By-the-glass options are mostly European with a smattering of American producers. To blow both mind and budget, start with a glass of the exquisite Chartogne-Taillet Sainte Anne Champagne NV ($27). Every sip is an onslaught of velvety, ultrafine bubbles.
The food, which leans toward France, doesn't take itself too serioulsy either. The Tower of Charcuterie ($45) is an architecturally striking lazy Susan designed for the restaurant that one-ups any seafood tower in town. Its many levels are stocked with cured meat made in collaboration with Brooklyn Charlie's: wispy sheets of rosy Austrian-style poached ham, thick slices of fennel-studded salami and lardo "dip"—basically pork butter, all creamy and salty and ready to be spread on slices of Maison Kayser baguette.
Sohm shows off the wooden mold used to make Zalto glasses.
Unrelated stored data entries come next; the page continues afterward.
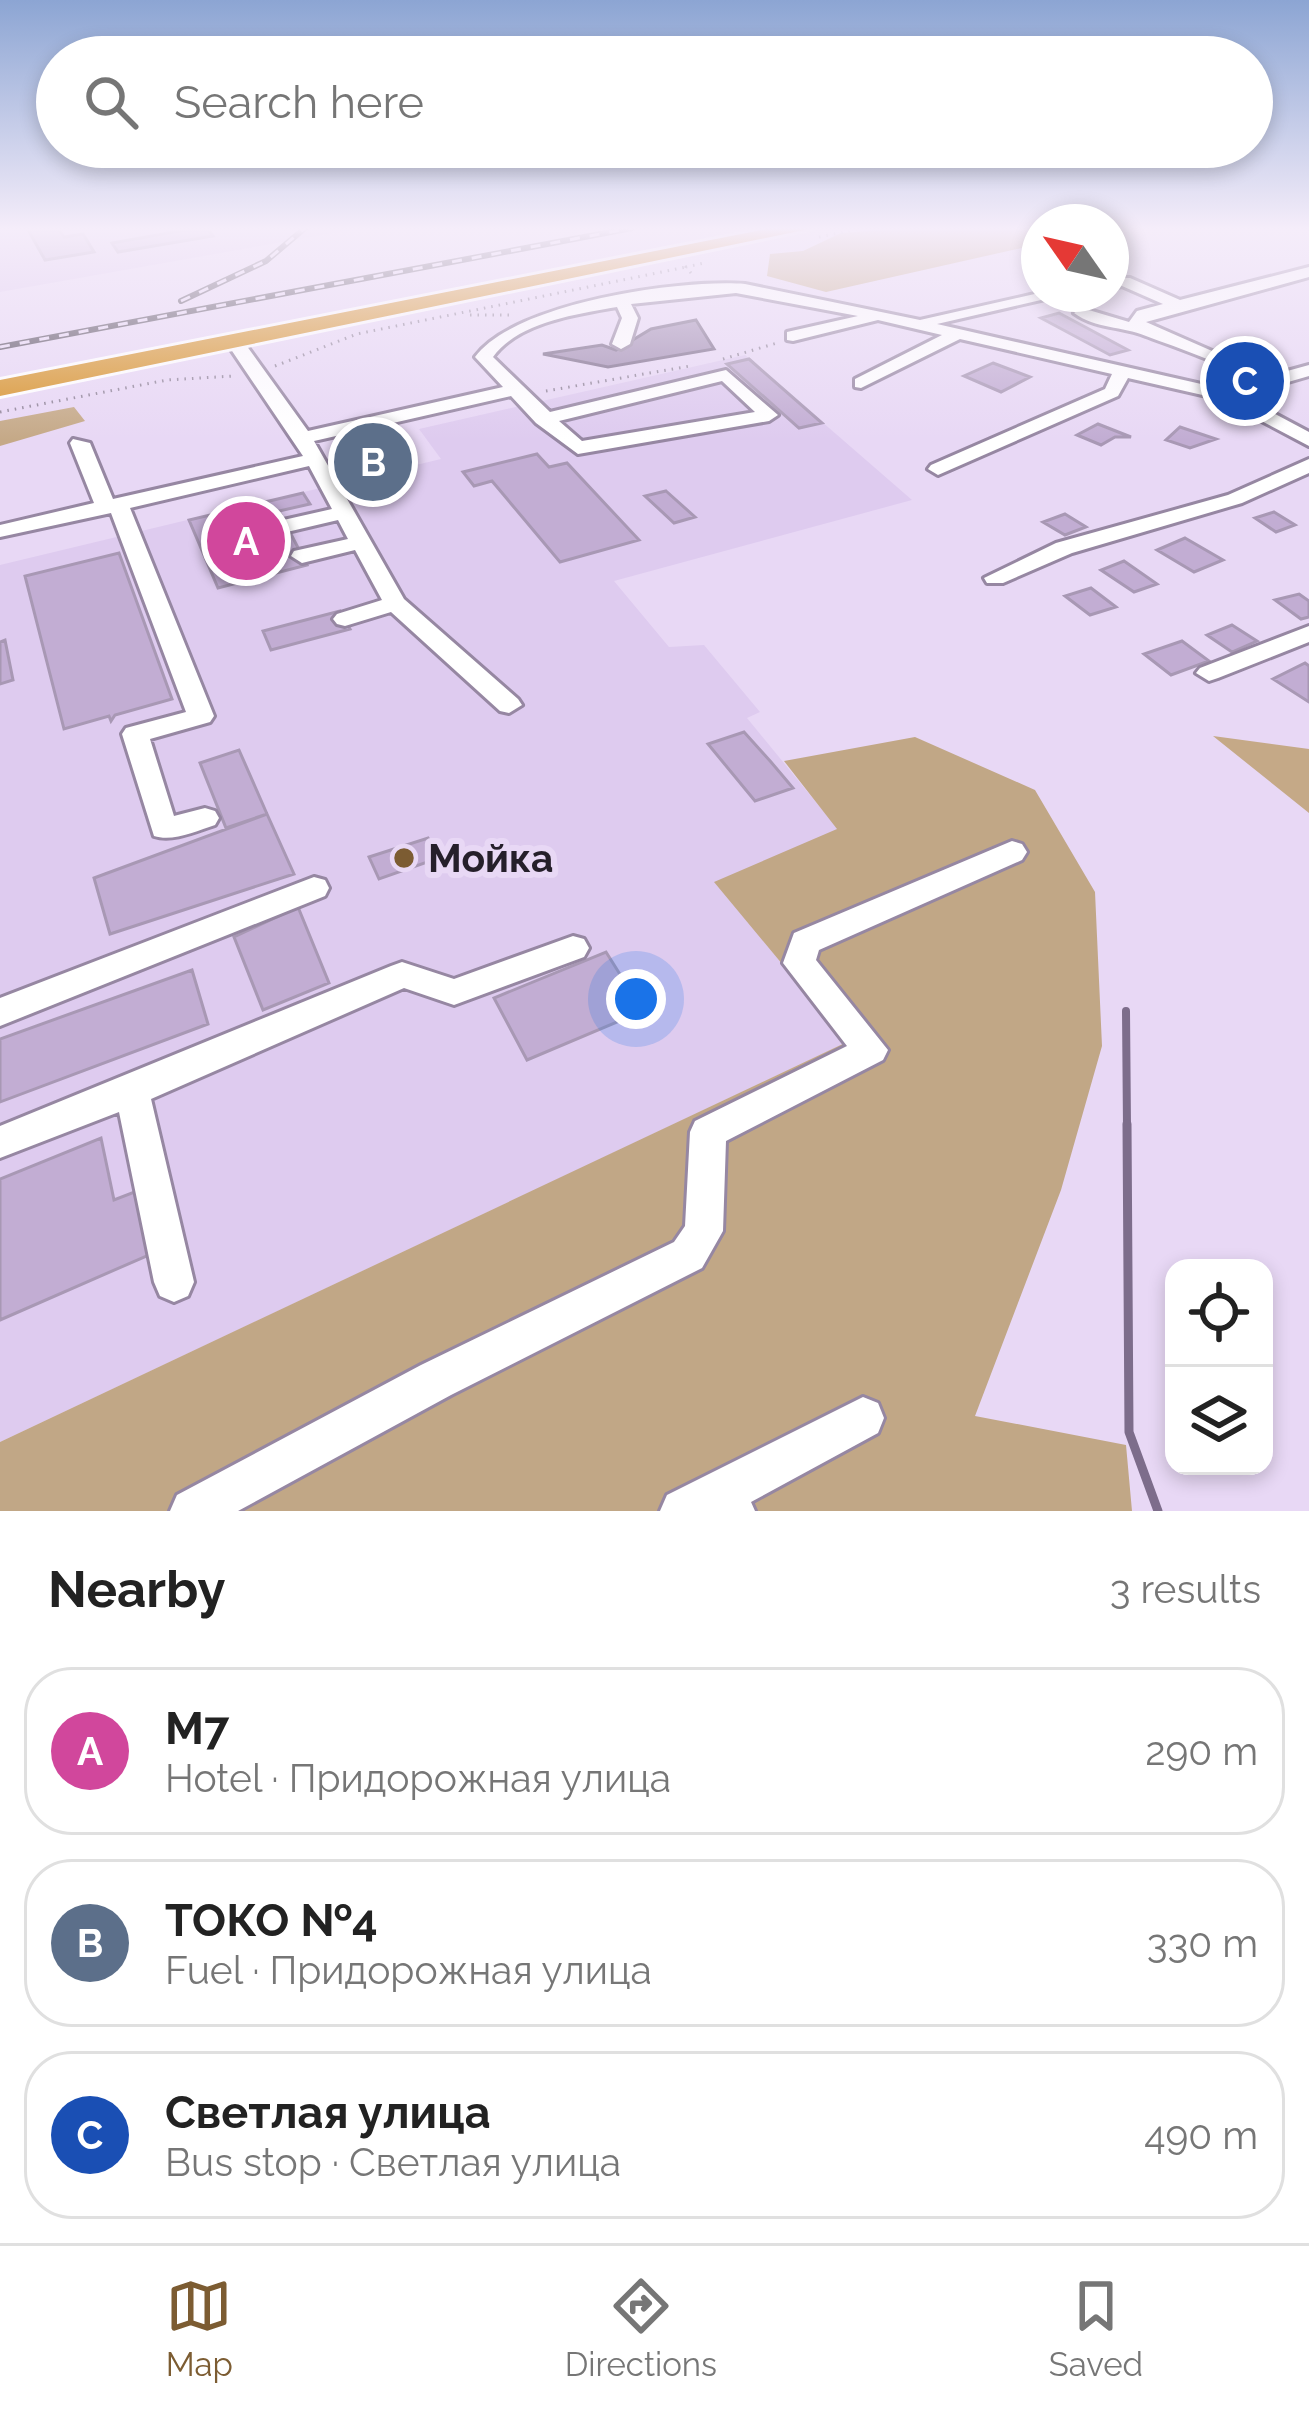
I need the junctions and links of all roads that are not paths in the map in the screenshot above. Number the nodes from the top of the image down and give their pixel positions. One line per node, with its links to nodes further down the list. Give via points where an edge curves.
1 (465, 299): 17 (highway, via 288,332)
2 (649, 299): 7 (street)
3 (787, 299): 10 (street)
4 (1163, 299): 8 (street)
5 (1204, 299): 8 (street)
6 (1021, 302): 11 (street)
7 (623, 303): 15 (street, via 629,318); 23 (street, via 546,318 486,346 489,365)
8 (1178, 305): 12 (street, via 1143,314 1136,323)
9 (1082, 313): 12 (street)
10 (881, 316): 11 (street); 14 (street)
11 (916, 323): 13 (street)
12 (1145, 329): 16 (street)
13 (960, 333): 19 (street); 21 (street)
14 (794, 336)
15 (621, 344)
16 (1182, 349): 19 (street, via 1175,362); 20 (street, via 1236,363)
17 (250, 362): 22 (highway, via 184,352); 28 (street)
18 (1309, 370): 20 (street)
19 (1132, 372): 24 (street); 30 (street, via 1112,392)
20 (1267, 382): 24 (street)
21 (861, 383)
22 (0, 388)
23 (518, 392): 25 (street); 28 (street)
24 (1226, 395): 26 (street)
25 (543, 418): 25 (street, via 578,448 769,415 726,375)
26 (1309, 440)
27 (80, 442): 31 (street)
28 (308, 449): 31 (street); 32 (street)
29 (1309, 465): 37 (street, via 1235,499 1064,548)
30 (938, 469)
31 (112, 506): 34 (street); 43 (street, via 201,716 135,734 164,830)
32 (345, 512): 33 (street); 35 (street)
33 (287, 526)
34 (0, 531)
35 (362, 542): 36 (street); 38 (street)
36 (302, 556)
37 (995, 578)
38 (395, 603): 39 (street); 42 (street)
39 (345, 620)
40 (1309, 633): 41 (street)
41 (1209, 673)
42 (509, 704)
43 (205, 818)
44 (1012, 852): 53 (street, via 805,942 799,963 871,1049 707,1132 704,1232 688,1255)
45 (314, 889): 47 (street)
46 (573, 949): 48 (street, via 454,992 402,975)
47 (0, 1012)
48 (132, 1091): 49 (street); 50 (street)
49 (0, 1142)
50 (174, 1282)
51 (863, 1418): 52 (street)
52 (728, 1502): 54 (street)
53 (193, 1511)
54 (683, 1511)

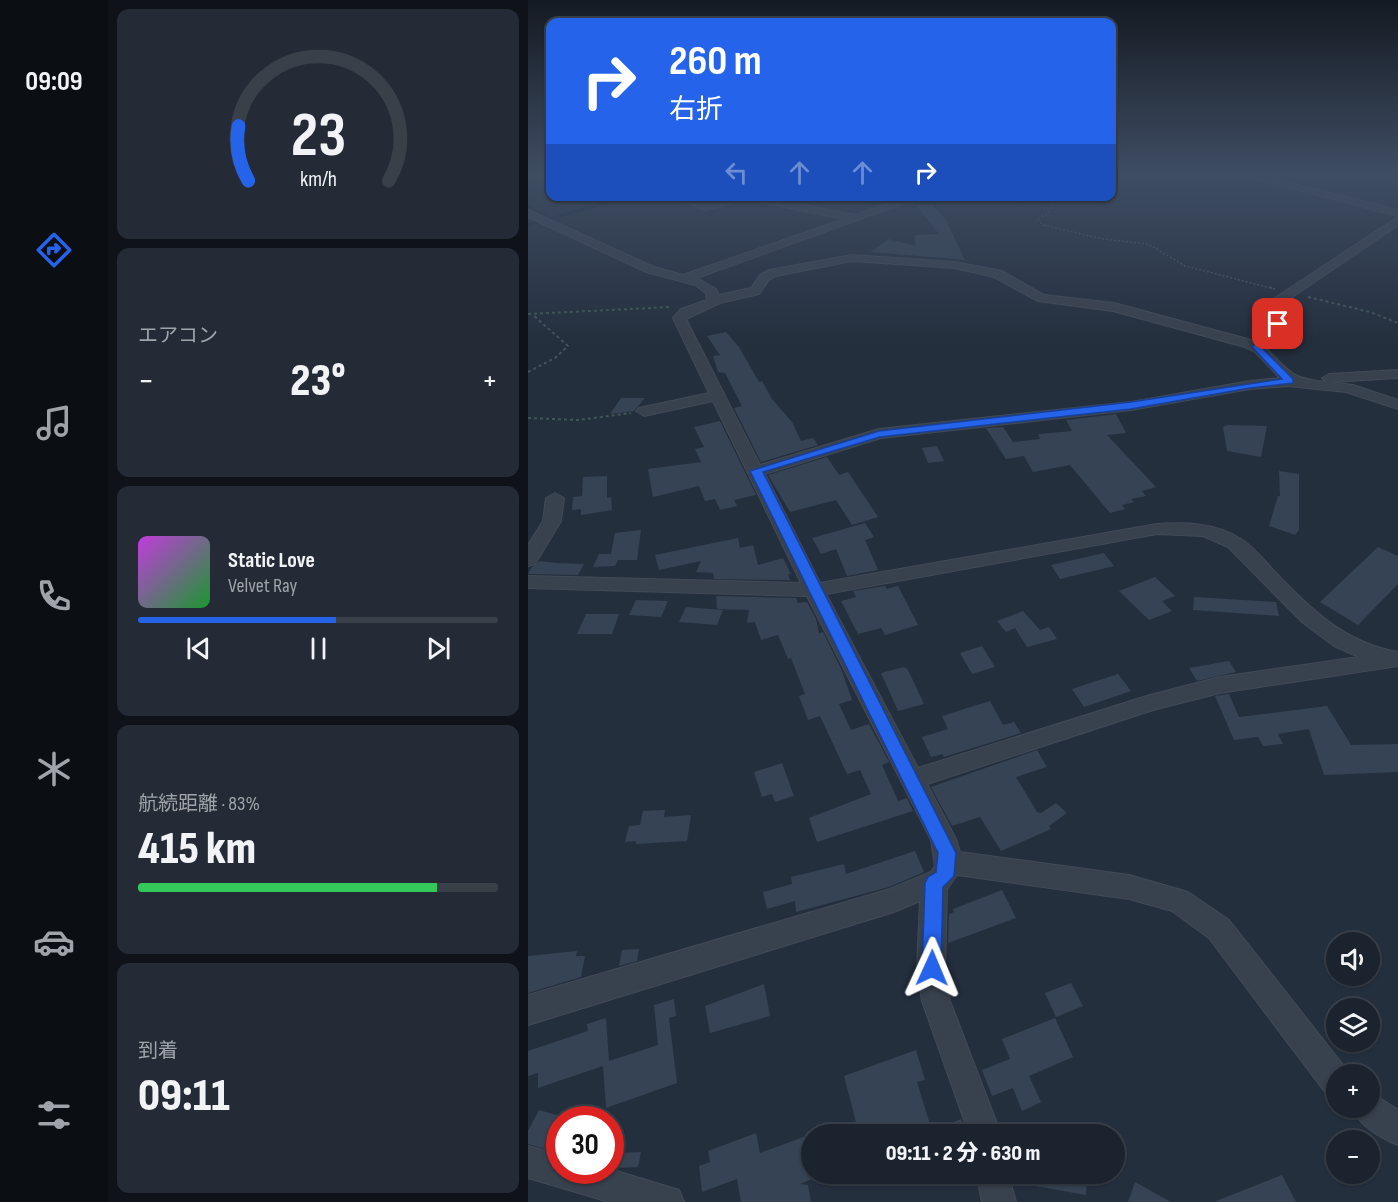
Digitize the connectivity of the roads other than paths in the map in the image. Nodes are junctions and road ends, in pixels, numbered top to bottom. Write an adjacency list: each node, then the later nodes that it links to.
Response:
1 (555, 228): 4 (street)
2 (826, 228): 4 (street)
3 (1386, 228): 6 (street)
4 (685, 278): 5 (street)
5 (715, 300): 6 (street); 9 (street)
6 (1257, 347): 8 (street)
7 (1398, 374): 8 (street)
8 (1290, 381): 10 (street); 12 (street)
9 (718, 395): 11 (street); 12 (street)
10 (1398, 405)
11 (644, 411)
12 (756, 471): 16 (street)
13 (555, 498): 14 (street)
14 (528, 560)
15 (528, 582): 16 (street)
16 (814, 590): 17 (street); 18 (street)
17 (1397, 659): 18 (street)
18 (912, 779): 19 (street)
19 (941, 873): 20 (street); 21 (street); 23 (street)
20 (528, 1010)
21 (1326, 1068)
22 (1380, 1116): 24 (street)
23 (981, 1124)
24 (1398, 1129)
25 (528, 1162): 27 (street)
26 (995, 1184): 28 (street)
27 (667, 1202)
28 (999, 1202)

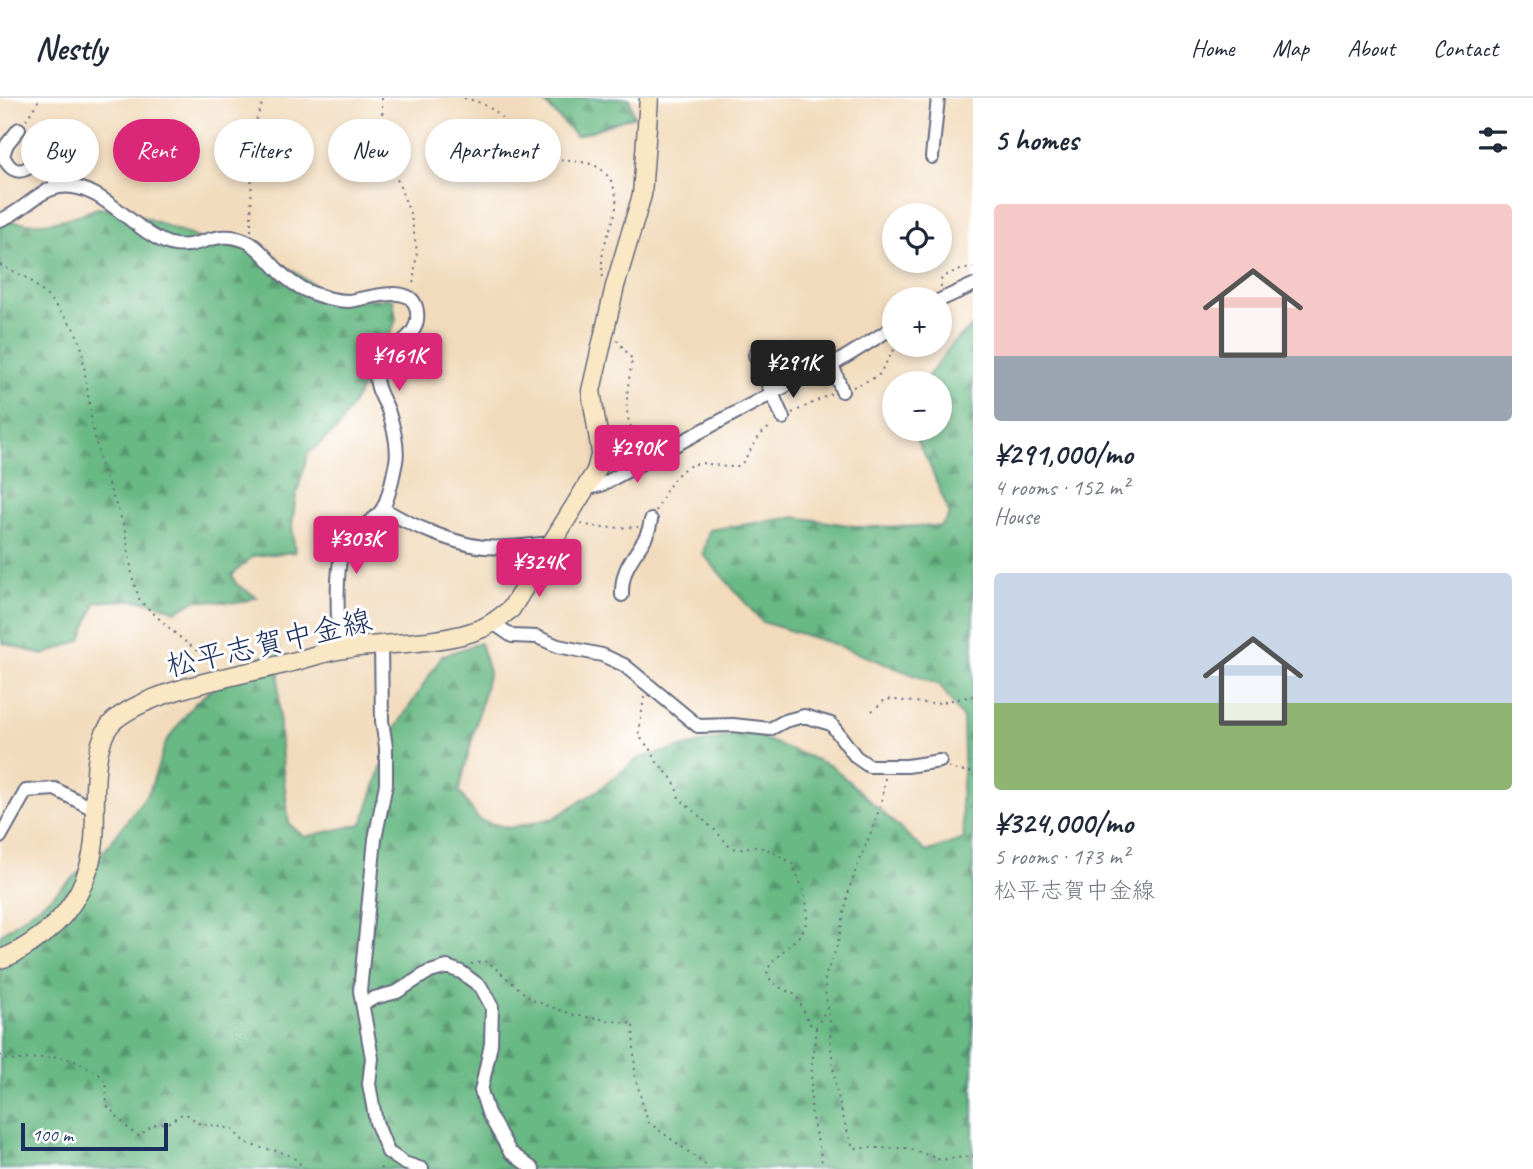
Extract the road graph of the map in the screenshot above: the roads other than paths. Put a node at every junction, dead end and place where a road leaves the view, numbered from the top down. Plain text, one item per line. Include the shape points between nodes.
1 (649, 98) edge
2 (938, 98) edge
3 (19, 129) road end
4 (932, 157) dead end
5 (56, 188) junction
6 (0, 220) edge
7 (973, 285) edge
8 (952, 294) edge
9 (882, 334) edge
10 (755, 355) dead end
11 (832, 364) junction
12 (842, 391) road end
13 (771, 393) junction
14 (783, 418) road end
15 (585, 489) junction
16 (383, 508) junction
17 (651, 520) road end
18 (551, 543) junction
19 (622, 595) dead end
20 (493, 623) junction
21 (382, 644) junction
22 (340, 649) junction
23 (940, 761) road end
24 (95, 810) junction
25 (0, 837) edge
26 (0, 959) edge
27 (363, 1004) junction
28 (422, 1169) edge
29 (533, 1169) edge

1 - 15 main road, 松平志賀中金線 via 642,195 591,391 601,452
2 - 4 street
3 - 5 street via 2,155 6,163 21,171 37,162 49,147
5 - 6 street
5 - 16 street via 74,187 97,196 170,244 235,236 251,243 282,275 326,298 346,301 386,293 411,300 418,314 416,326 377,369 397,458
7 - 8 street
9 - 11 street
10 - 13 street
11 - 12 street
11 - 13 street
13 - 14 street
13 - 15 street via 601,485
15 - 18 main road, 松平志賀中金線
16 - 18 street via 466,544
16 - 22 street via 345,544 340,571
17 - 19 street via 649,532 628,562
18 - 20 main road, 松平志賀中金線 via 511,609
20 - 21 main road, 松平志賀中金線 via 468,634
20 - 23 street via 512,636 537,637 624,665 698,726 771,729 804,716 831,724 856,757 869,766
21 - 22 main road, 松平志賀中金線
21 - 27 street via 386,784 375,839 360,991
22 - 24 main road, 松平志賀中金線 via 227,677 131,708 113,721 104,737 98,756
24 - 25 street via 55,789 26,791
24 - 26 main road, 松平志賀中金線 via 86,877 67,912 29,945
27 - 28 street via 376,1122 388,1152
27 - 29 street via 447,967 481,987 492,1007 491,1044 481,1091 510,1152

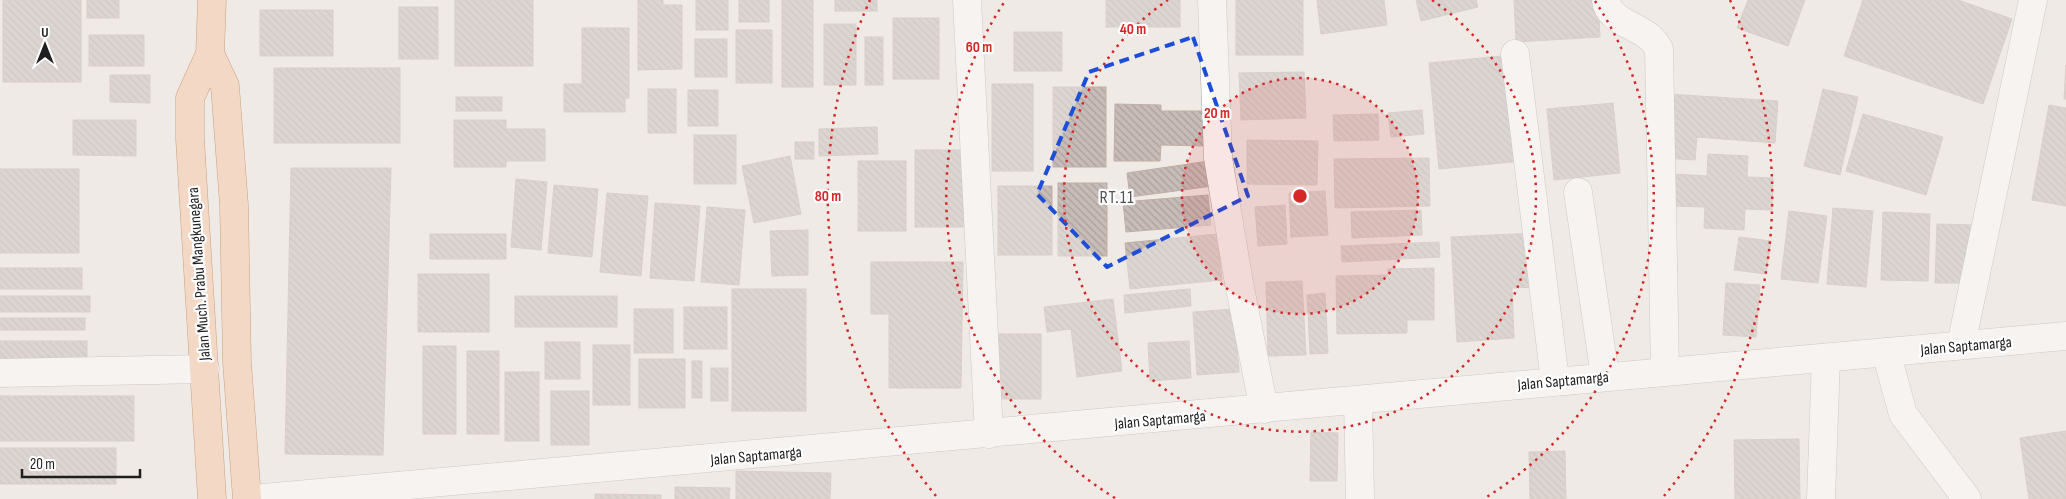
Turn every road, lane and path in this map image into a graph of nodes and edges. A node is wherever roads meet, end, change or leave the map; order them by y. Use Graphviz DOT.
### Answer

Even the vegetables, of which Sohm is particularly fond, have a sense of humor: A whole-baked cauliflower ($12), served in all its brainy-looking glory, is coated in a generous layer of burnt sienna "chicken salt," chicken skin that's been ground down into a superfine power—the haute cuisine equivalent of Cool Ranch seasoning.
One more thing: Do not overlook the truffle pasta ($22). Ribbons of truffle-flecked tagliatelle are dressed in a silky sauce of butter and grated Tibetan yak cheese, which tastes like the nuttiest, richest Swiss cheese you could imagine.
A simple dessert of caramelized apple with fresh whipped cream
And a baked apple ($8) drenched in a dollop of fresh whipped cream doesn't hurt either—especially when paired with a glass of nicely acidic Cht. La Rame, Sainte Croix du Mont 05 ($19).
While this isn't Le Bernardin Deux, this wine bar has a personality and vibrancy all its own—and it's a place we'd love to call our living room. Especially if our living room had mini boudin blanc sausages at the ready, all the time.